Diaphragm ultrasound has become increasingly popular, which provides a reliable assessment for thickness and activity of both the inspiratory and expiratory muscle groups., Measuring the thickness of the diaphragm from the zone of position and its change over the breathing cycle (i.e., thickening fraction) provides a noninvasive estimate for contractile effort, although recent reports demonstrate a rather poor correlation between ultrasound derived thickening fraction and transdiaphragmatic pressure in ICU patients. Although consensus statements suggest a diaphragm thickening fraction in the range of 15%–30% is associated with the shortest duration of mechanical ventilation, these recommendations should be used with caution. Clearly, more data are needed to validate ultrasound-derived variables as an estimate for diaphragm effort. In addition, when used together with ventilator waveforms, diaphragm ultrasound can be used to detect different types of patient-ventilator asynchrony.
| Balance Between Diaphragm- and Lung-Protective Ventilation|| |
Diaphragm contraction is more prominent in the dorsal lung region compared to the ventral lung region, which is beneficial for the recruitment of the dorsal lung regions (i.e., the dependent region). However, activation of the diaphragm in the dorsal region may lead to markedly increase in the lung stress, the so-called patient self-inflicted lung injury, especially in patients with moderate or severe ARDS. Therefore, under these circumstances, maintaining diaphragm activity may jeopardize the goal of lung protection. Given the level of evidence available, when conflicting, we should probably prioritize lung-protective ventilation over the diaphragm-protective ventilation.
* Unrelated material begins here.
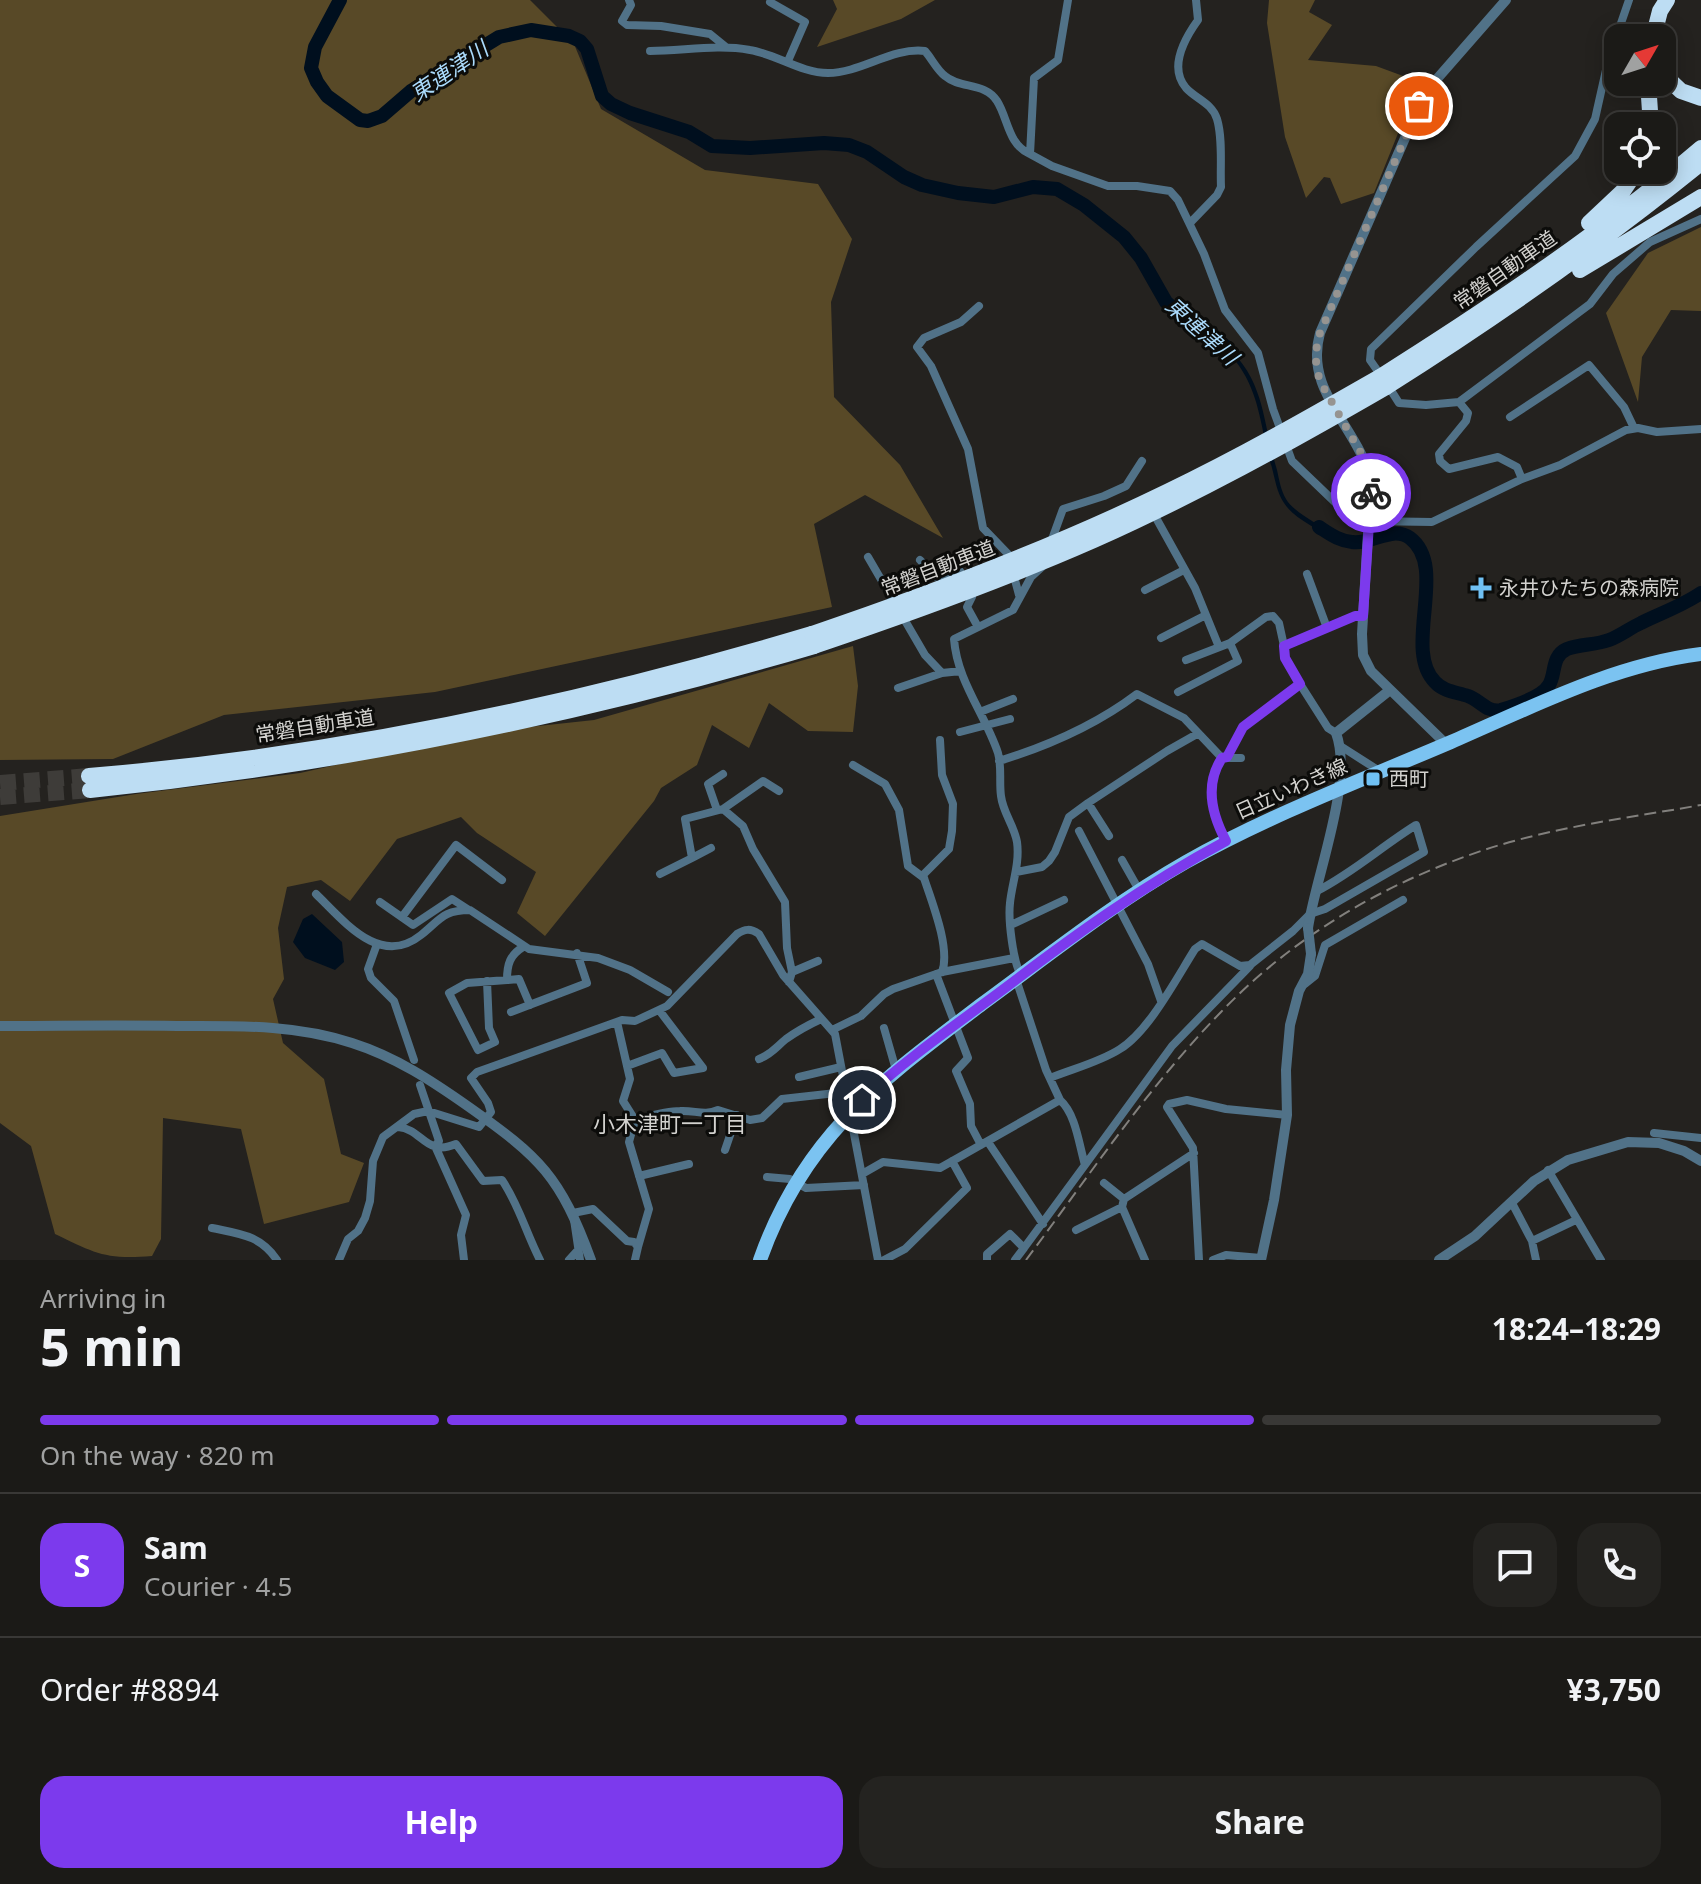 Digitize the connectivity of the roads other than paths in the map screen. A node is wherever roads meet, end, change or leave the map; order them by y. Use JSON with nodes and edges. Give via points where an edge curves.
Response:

Notably, a high respiratory drive may develop in critically ill patients and may be detrimental for both the lung and diaphragm. Modulation of respiratory drive may be challenging; in this situation, extracorporeal CO2 removal may be required in addition to modulation of ventilator breathing assist to deliver lung- and diaphragm-protective ventilation.,
| Future Research|| |
Diaphragm-protective ventilation is a novel concept that will undoubtedly evolve with increasing knowledge. Most important is to establish the safe limits for diaphragm activity under different clinical circumstances (e.g., early ARDS, weaning phase). Furthermore, the feasibility of achieving these targets should be established, especially in patients with high respiratory drive. Third, the effect of diaphragm-protective ventilation on preventing the diaphragm dysfunction, thus improving the clinical outcomes should be evaluated in clinical trials. In addition, several cellular and molecular mechanisms which are involved in decreased protein synthesis, increased proteolysis, increased oxidative stress, and mitochondrial dysfunction have been implicated in VIDD. The role of specific drugs to limit diaphragm weakness in ventilated critically ill patients remains to be investigated.